Going beyond bias, Dr. Detsky misunderstands that the process of diagnosis is vitally important. Yes, patients want to know what is wrong and yes, they want to feel better. But at what cost? And how can they really believe the doc with his computer and his approach based solely on an attitude and training from a big checklist hospital? Patients will accept just about any treatment if they have confidence in the doc telling them what to do to get better. Recovery has become almost expected in non-cancer illnesses. But given institutional care, and chain link diagnostic protocols, disillusionment soon follows if nothing comes from the diagnosis.

But if the doc doesn’t listen and doesn’t demonstrate thoroughness, leading to therapies for a misdiagnosis, then patient acceptance is unlikely. Then, when the psych doc from the emerald institution in the sky says the illness is emotional all confidence in physicians is lost.

As it appears to me, the big failure of Dr. Detsky’s article is that it gives no consideration to the training needed for physicians to care for those vast numbers of patients with CIRS who live a life of diminished accomplishments and expectations. Platitudes, indeed.

Does he even know this population exists? Doesn’t sound that way to me. But his opinion is in JAMA and mine is not.

In the mean time, remember (1) that data don’t lie when collected thoroughly; (2) checklists are far from infallible but proper listening is closer; (3) encyclopedic knowledge demands awareness of what is current and not just what was true 5 or 10 years ago; (4) use of statistics has no determinative role when there is only one patient; (5) assumptions about causation without a broad basis for a conclusion can kill every Tom, Gym and Mary; (6) failure to look for innate immune abnormalities is untenable in 2014.

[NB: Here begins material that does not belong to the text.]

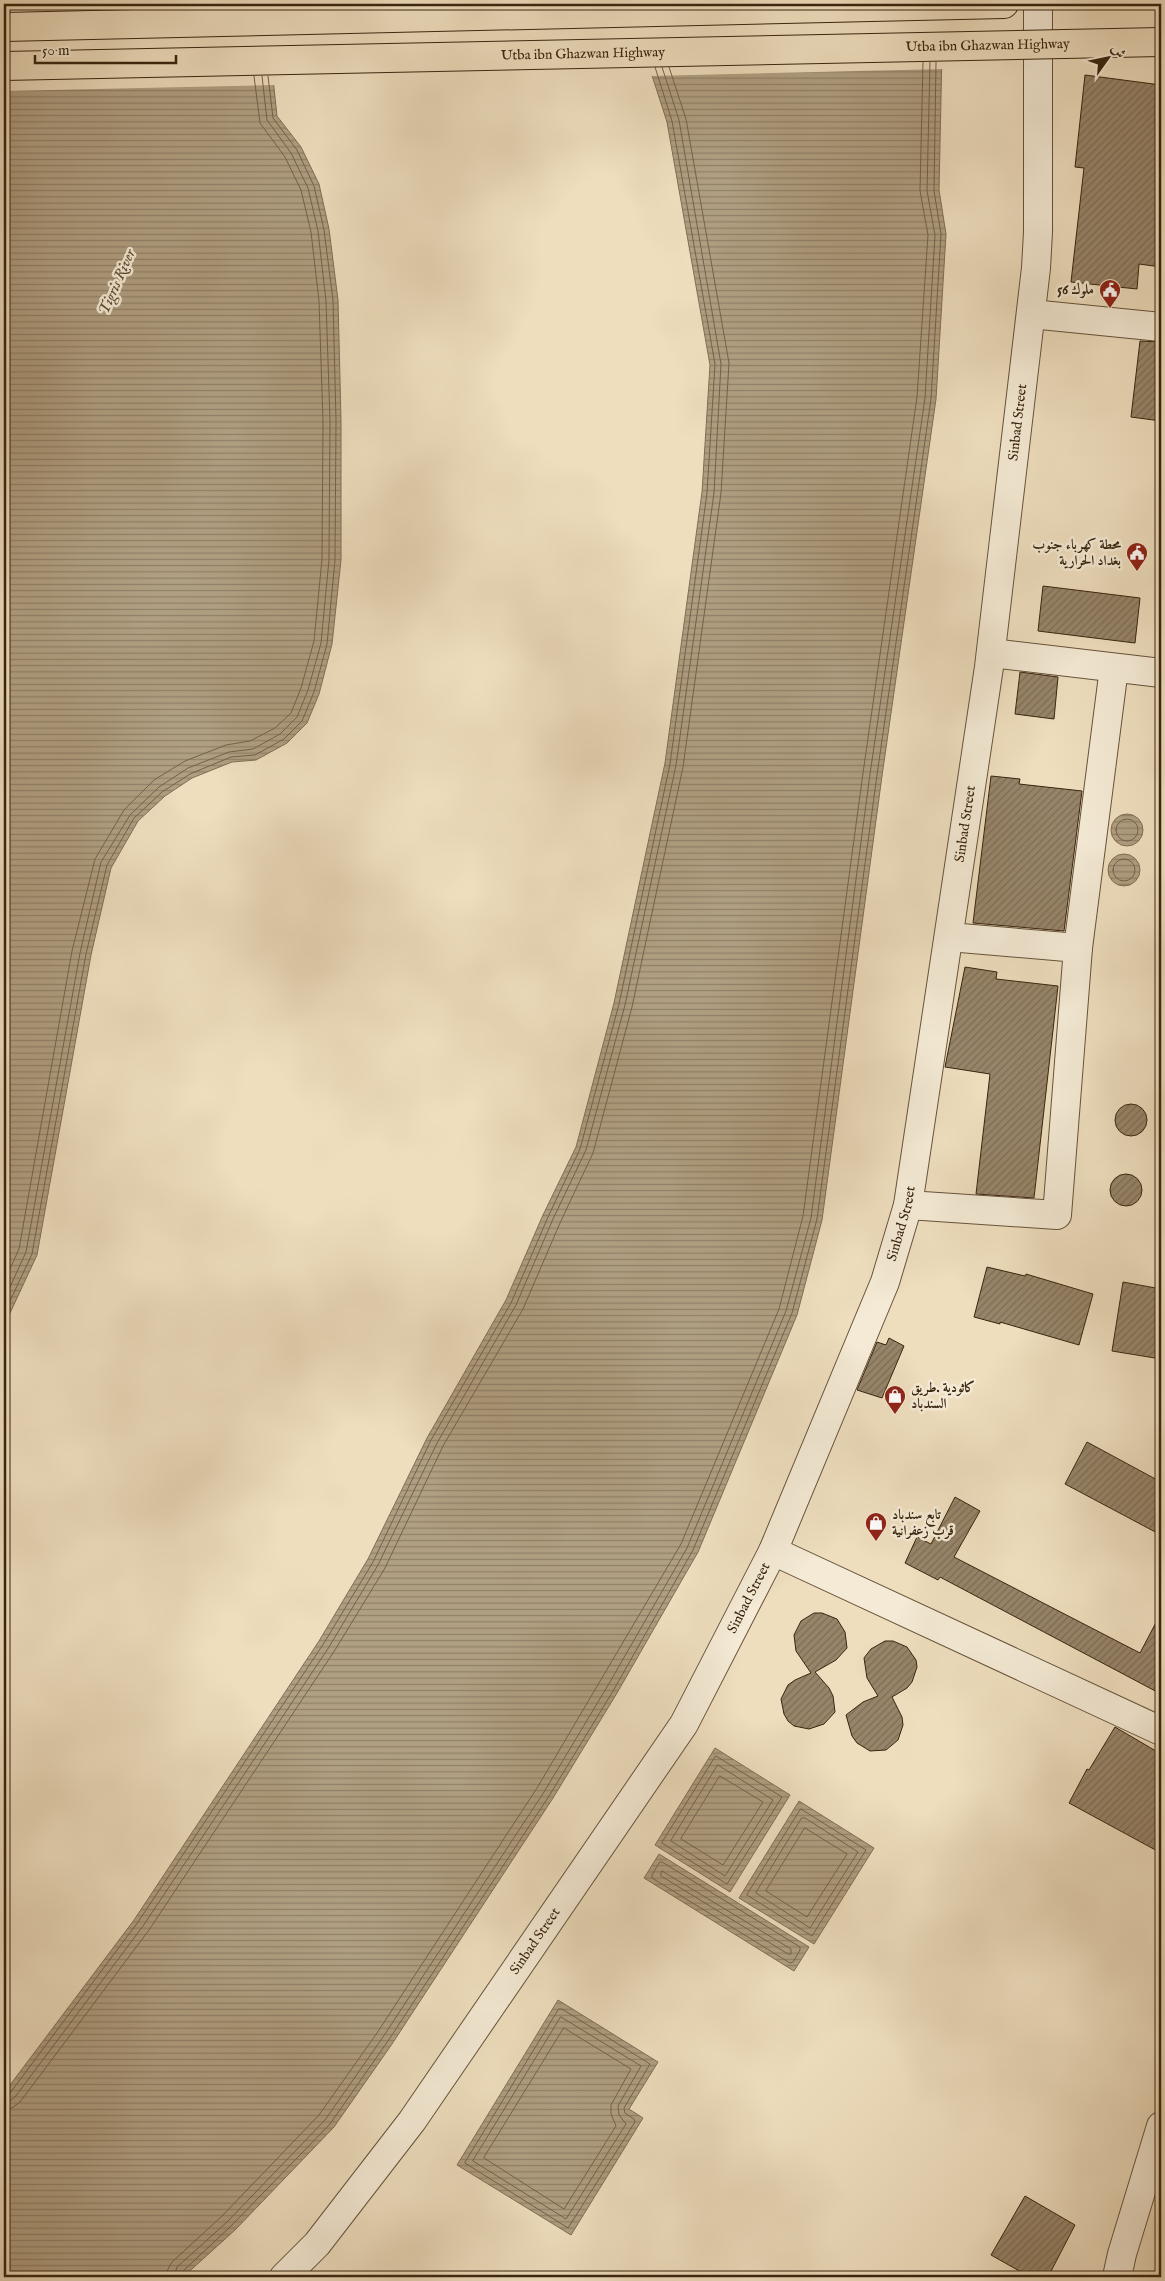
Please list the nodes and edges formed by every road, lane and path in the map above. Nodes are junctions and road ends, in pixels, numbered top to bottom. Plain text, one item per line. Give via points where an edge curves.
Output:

So please weigh in on what makes a Master Diagnostician.


Comments

  • Rusty
    - Feb 28, 2014
    Well put. As the prior column also points out; to many physicians respond to ignorance with arrogance. "I'm a doctor, if that was important I'd know it!". Part of the problem however, a large part of the problem is our current evolving social context. Good physicians are hamstrung by payers, government agencies, hospital and other large-health system rules, state medical boards. Expectations are for a primary care physician to see "X" number of patients each hour, very few are able to survive private practice due to the gaming of the system with the multiplicity of alphabet soup; ICD-9, ICD-10, CLIA, COLA, CPT, enter obamanation care and it'll get worse. MedMal is yet another area that threatens those who step out of the accepted party line. What's a caring physician to do? Patients need to be proactive and lobby for change as well.